The course is a forum for making sense of the experience through the lens of cultural competence. Most students who leave the course feel empowered to frame their experiences, “the good and the bad”, in objective terms and guiding them through that process has been instructive for me as well.

paris panorama

What country have you always wanted to visit?

Chris: I want to respond to this question because it seems contradictory to our mission. “Visiting” a country is a weekend or vacation experience in the sense that the cultural contact is by definition superficial. You go look at the architecture, engage minimally with the local inhabitants, try the food, etc.

My friends give me strange looks when I say that, given the means and liberty, I would take a year sabbatical and volunteer as an educator somewhere in the Middle East. The tension between East and West is one I have only experienced as a Westerner and I feel limited by that. Furthermore experiencing the world through yet another set of eyes, as romanticized as it sounds, is my daydream and Arabic is a beautiful language.

What was your favorite traveling experience?

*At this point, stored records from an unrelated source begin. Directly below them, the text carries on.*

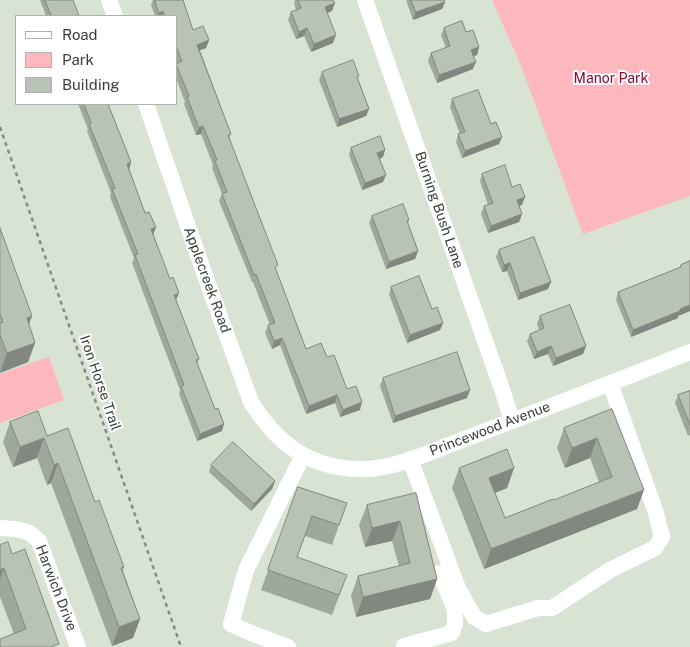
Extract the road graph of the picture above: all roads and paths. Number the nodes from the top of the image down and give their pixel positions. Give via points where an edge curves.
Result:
1 (109, 0) edge
2 (365, 0) edge
3 (115, 15) edge
4 (146, 105) edge
5 (0, 126) edge
6 (690, 352) edge
7 (610, 383) junction
8 (512, 421) junction
9 (287, 445) joint
10 (303, 455) junction
11 (404, 461) junction
12 (0, 528) edge
13 (404, 646) edge
14 (78, 647) edge
15 (181, 647) edge
16 (288, 647) edge

1 - 3 street
2 - 8 street, Burning Bush Lane
4 - 9 street, Applecreek Road via 251,402 274,434
5 - 15 path, Iron Horse Trail
6 - 7 street, Princewood Avenue
7 - 8 street, Princewood Avenue
7 - 11 street via 662,538 656,548 610,570 552,608 538,608 486,624 474,617 458,588
8 - 11 street, Princewood Avenue
9 - 10 street, Princewood Avenue
10 - 11 street, Princewood Avenue via 343,468 382,468
10 - 16 street via 246,570 231,624
11 - 13 street via 408,484 455,610 456,624 452,633
12 - 14 street, Harwich Drive via 30,533 39,541

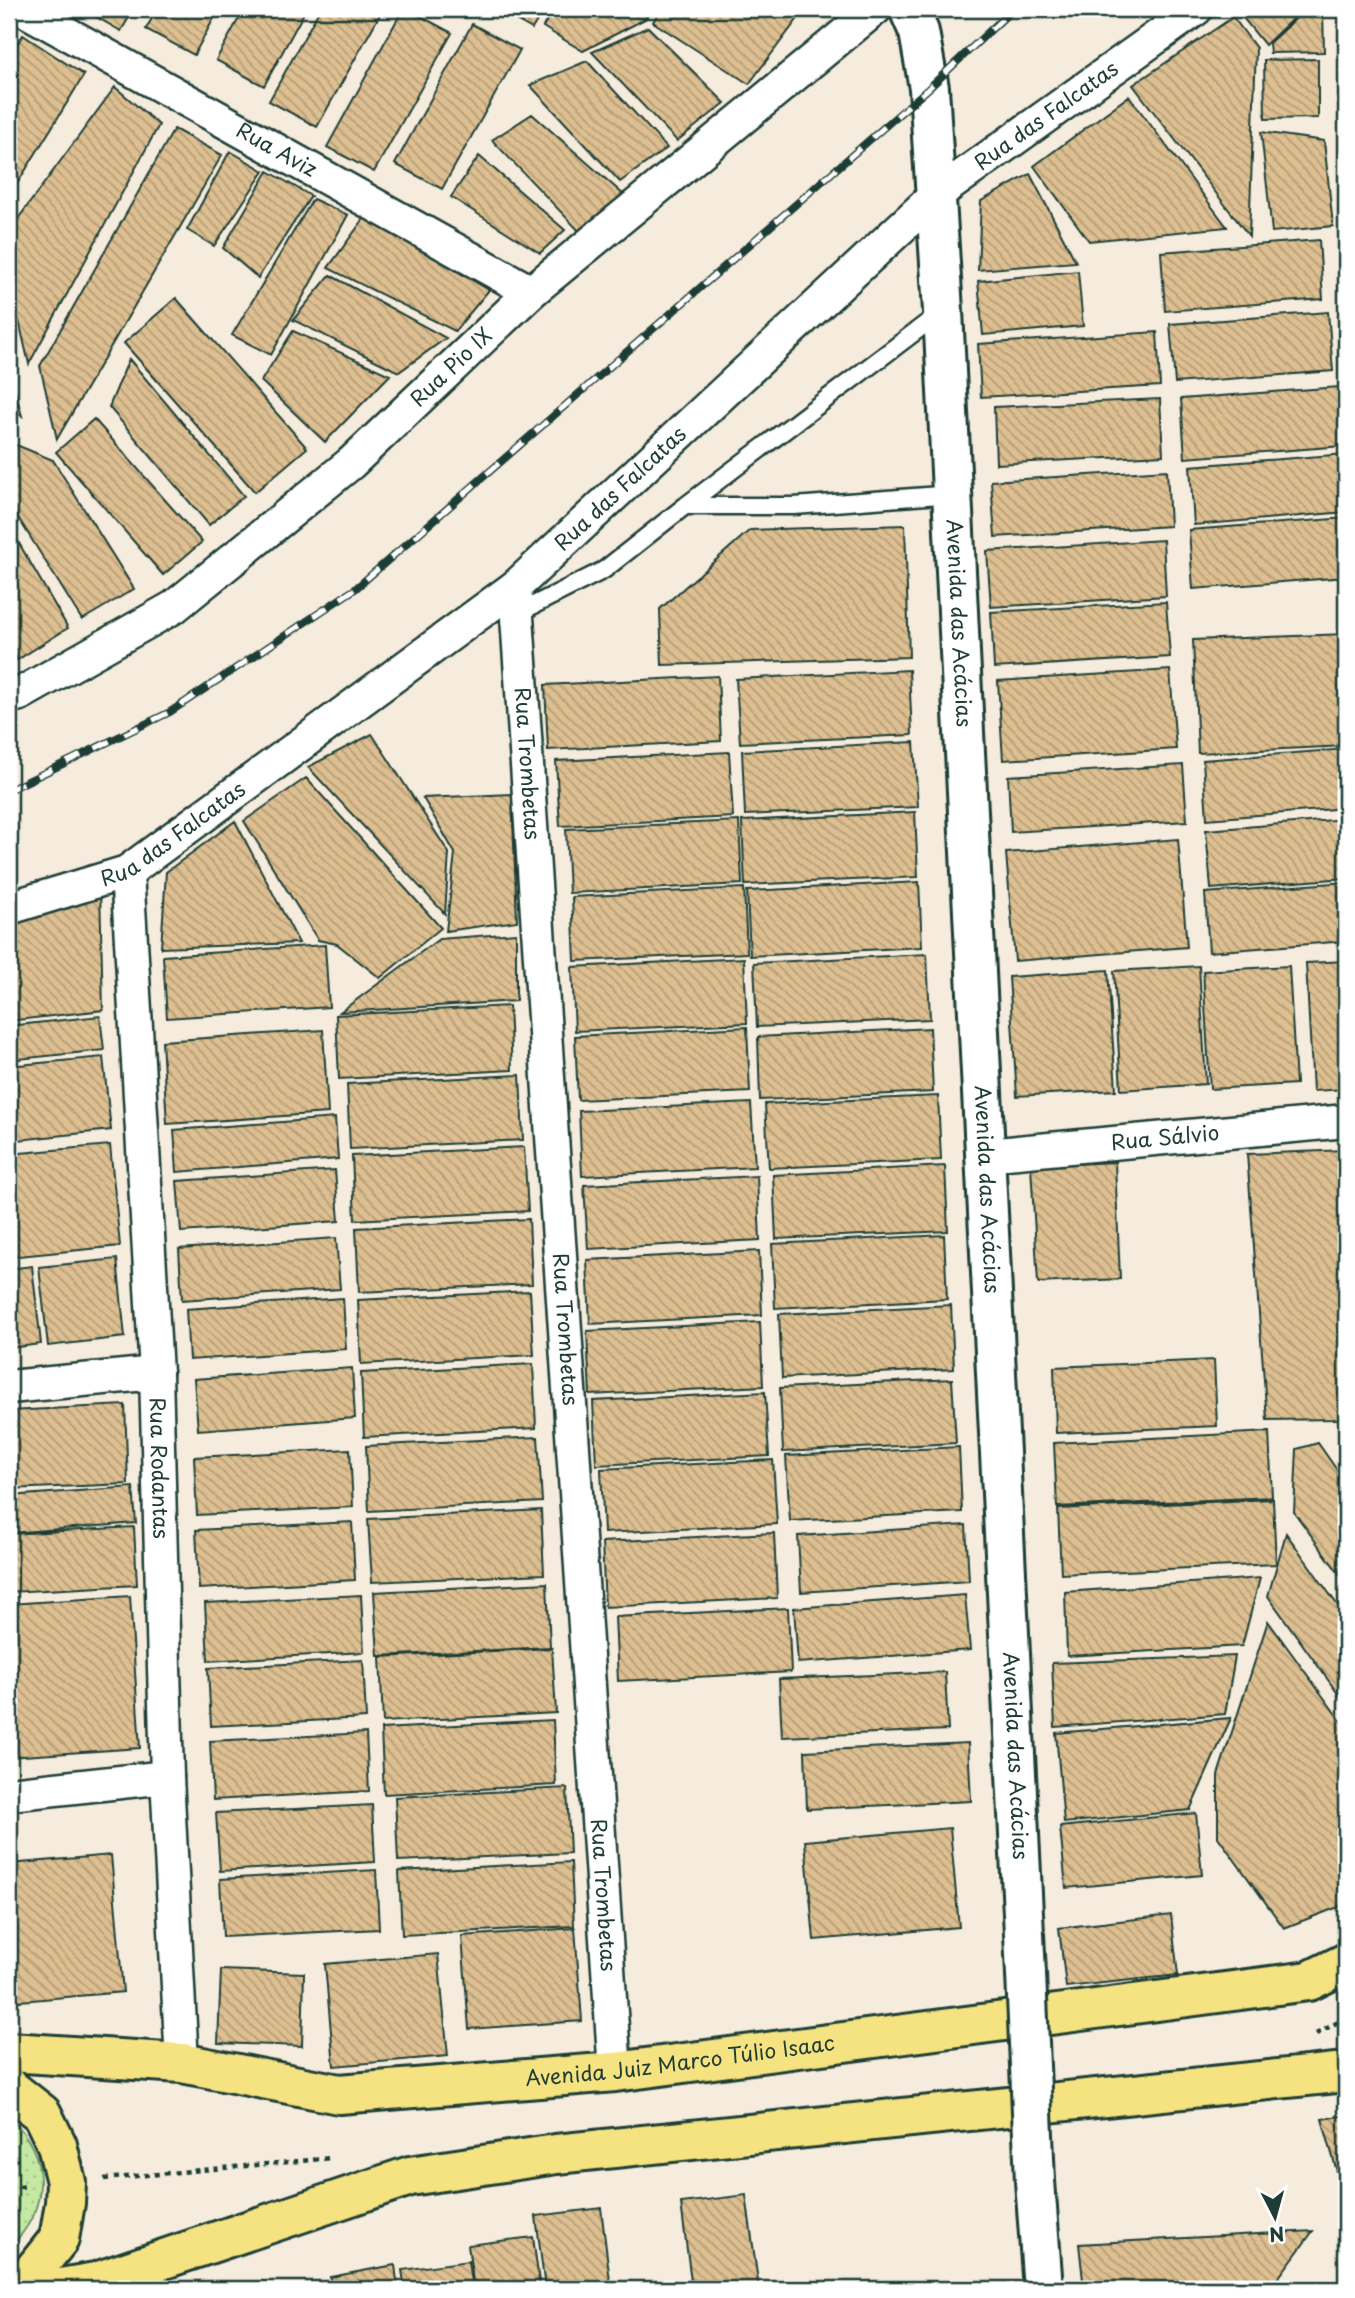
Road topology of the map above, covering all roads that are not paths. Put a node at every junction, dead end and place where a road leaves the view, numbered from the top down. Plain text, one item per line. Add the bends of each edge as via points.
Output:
1 (23, 9) edge
2 (875, 9) edge
3 (909, 9) edge
4 (1196, 9) edge
5 (936, 195) junction
6 (531, 292) junction
7 (943, 311) junction
8 (953, 495) junction
9 (685, 506) junction
10 (516, 601) junction
11 (9, 697) edge
12 (127, 872) junction
13 (9, 908) edge
14 (1346, 1121) edge
15 (986, 1155) junction
16 (156, 1373) junction
17 (9, 1387) edge
18 (167, 1777) junction
19 (9, 1794) edge
20 (1346, 1963) edge
21 (9, 2052) edge
22 (182, 2063) junction
23 (615, 2072) junction
24 (1346, 2072) edge
25 (9, 2088) edge
26 (19, 2289) edge
27 (55, 2289) edge
28 (1043, 2289) edge

1 - 6 street, Rua Aviz
2 - 6 street, Rua Pio IX
3 - 5 main road, Avenida das Acácias via 919,32 929,88
4 - 5 street, Rua das Falcatas
5 - 7 main road, Avenida das Acácias
5 - 10 street, Rua das Falcatas
6 - 11 street, Rua Pio IX via 351,463 174,607
7 - 8 main road, Avenida das Acácias
7 - 9 lane
8 - 9 lane via 794,506
8 - 15 main road, Avenida das Acácias
9 - 10 lane via 604,570
10 - 12 street, Rua das Falcatas
10 - 23 street, Rua Trombetas
12 - 13 street, Rua das Falcatas
12 - 16 street, Rua Rodantas
14 - 15 street, Rua Sálvio
15 - 28 main road, Avenida das Acácias, bridge
16 - 17 street
16 - 18 street, Rua Rodantas
18 - 19 street
18 - 22 street, Rua Rodantas
20 - 23 main road, Avenida Juiz Marco Túlio Isaac via 1309,1981
21 - 22 main road, Avenida Juiz Marco Túlio Isaac
22 - 23 main road, Avenida Juiz Marco Túlio Isaac via 339,2094
24 - 27 main road via 556,2154 410,2176 96,2282
25 - 26 main road via 42,2114 66,2182 59,2239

Chris: In 2010 I traveled, with my partner, to Palma de Mallorca, Spain to visit my in-laws. We stayed with his family for 10 days during which we had meals together, visited the the island, met family friends, etc. While the trip had the makings of an extended getaway it was different because of the interactions we had.

Vaux le Vicomte

My cousins-in-law taught me a little Spanish, the least-useful of which I still remember today (isn’t that always the case?). While the family was mostly multi-lingual: Catalan, Spanish, French and English most of the family’s friends spoke “only” Catalan and Spanish.

So navigating communication was a challenge but reminded me a lot of my first days as a teaching assistant in Blois, France when I understood nothing but had to communicate a lot. While the context was informal, friends and family tend to be patient and engaged, the challenge of it all made the experiences so much more rewarding!